# My Beautiful White Stallion is Dead



## Susan Crumrine (Oct 5, 2009)

Well, KRA Stetson is dead. I gave this beautiful stallion to my grown daughter and she gelded him and he was her best friend, and an escape from two small babies.

Now he is dead, at age 4. I am so heartbroken, it was me that rescued him as a two year old, still not even halter broke. I trained him, bred him to my two mares (thank God) and made a gift to my daughter of this most gentle and noble beasts, and now he is dead.

It hurts me so bad I cannot bear it. When will it get better?


----------



## Icrazyaboutu (Jul 17, 2009)

Omygoodness! I'm so sorry! Why did he die?


----------



## Luv 2 Trail (Jun 11, 2009)

I am so sorry to hear that -- what happened???? I know you are heartbroken - will keep you in my thoughts and Prayers. Sending hugs and wishing you sunshine to warm your heart!


----------



## xLaurenOscarx (Aug 11, 2009)

OMG 4! Im So Sorry!
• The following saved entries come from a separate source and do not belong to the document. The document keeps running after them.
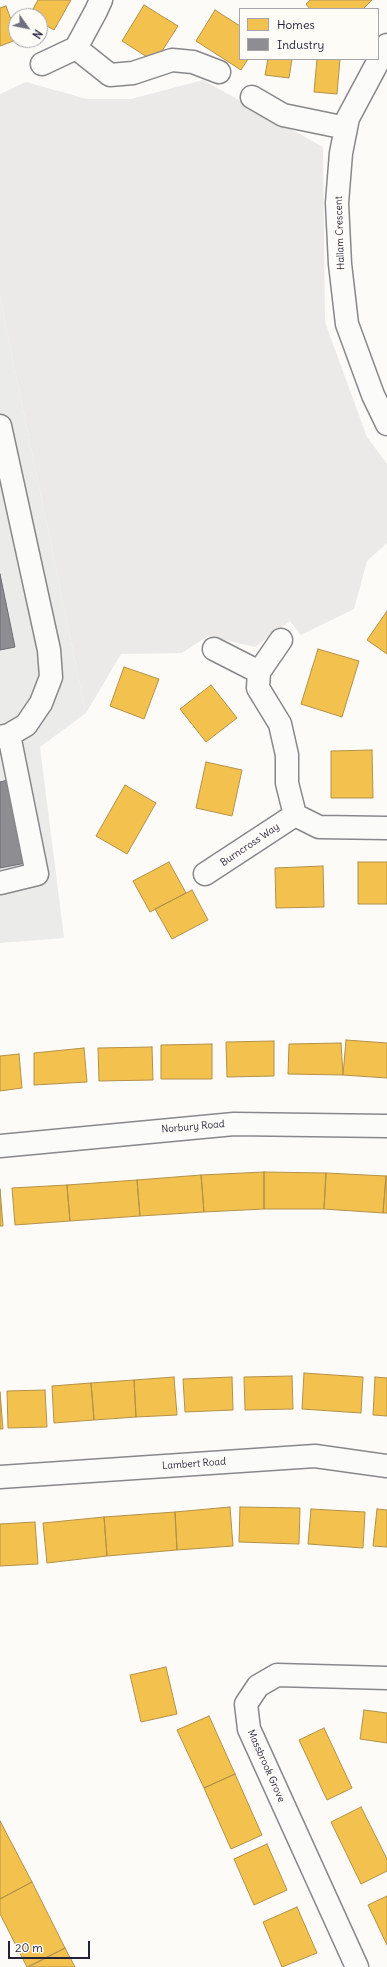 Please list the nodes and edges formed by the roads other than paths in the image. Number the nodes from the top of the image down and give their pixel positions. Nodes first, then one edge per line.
1 (101, 0) edge
2 (387, 45) edge
3 (76, 48) junction
4 (379, 60) edge
5 (379, 60) edge
6 (42, 64) dead end
7 (219, 72) dead end
8 (252, 97) dead end
9 (346, 128) junction
10 (387, 424) edge
11 (0, 426) edge
12 (281, 640) dead end
13 (214, 649) dead end
14 (259, 672) junction
15 (4, 736) edge
16 (295, 815) junction
17 (387, 828) edge
18 (205, 874) dead end
19 (0, 883) edge
20 (387, 1126) edge
21 (0, 1146) edge
22 (387, 1466) edge
23 (0, 1477) edge
24 (387, 1678) edge
25 (357, 1967) edge

1 - 3 street
2 - 4 street, Hallam Crescent
3 - 6 street
3 - 7 street
5 - 9 street, Hallam Crescent
8 - 9 street
9 - 10 street, Hallam Crescent
11 - 15 street
12 - 14 street
13 - 14 street
14 - 16 street
15 - 19 street
16 - 17 street
16 - 18 street, Burncross Way
20 - 21 street, Norbury Road
22 - 23 street, Lambert Road
24 - 25 street, Massbrook Grove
What Happend?


----------



## Susan Crumrine (Oct 5, 2009)

*Stetson*

They have had an outbreak of EEE in NC, where they live, he had his last shot before I brought him to her at Thanksgiving, when we gelded, got his coggins and health certificate.

But they say he still caught EEE. In less than 24 hours, this 1200 power horse was dead. I can't stand this is killing me.

Not only do I have to mourn him, but my daughter is heartbroken and wracked with guilt, for not vac. him in the spring. So I have a broken child and a dead horse..


----------



## PonderosaMiniatures (Oct 2, 2009)

Oh, Im so sorry, for your loss......its hard to loose an animal, I know for being so young others have asked, what happened...thats awful....(((HUGS))))


----------



## Susan Crumrine (Oct 5, 2009)

LThank you all. God must be having a good ride up in heaven tonight. On my big beautiful white stallion.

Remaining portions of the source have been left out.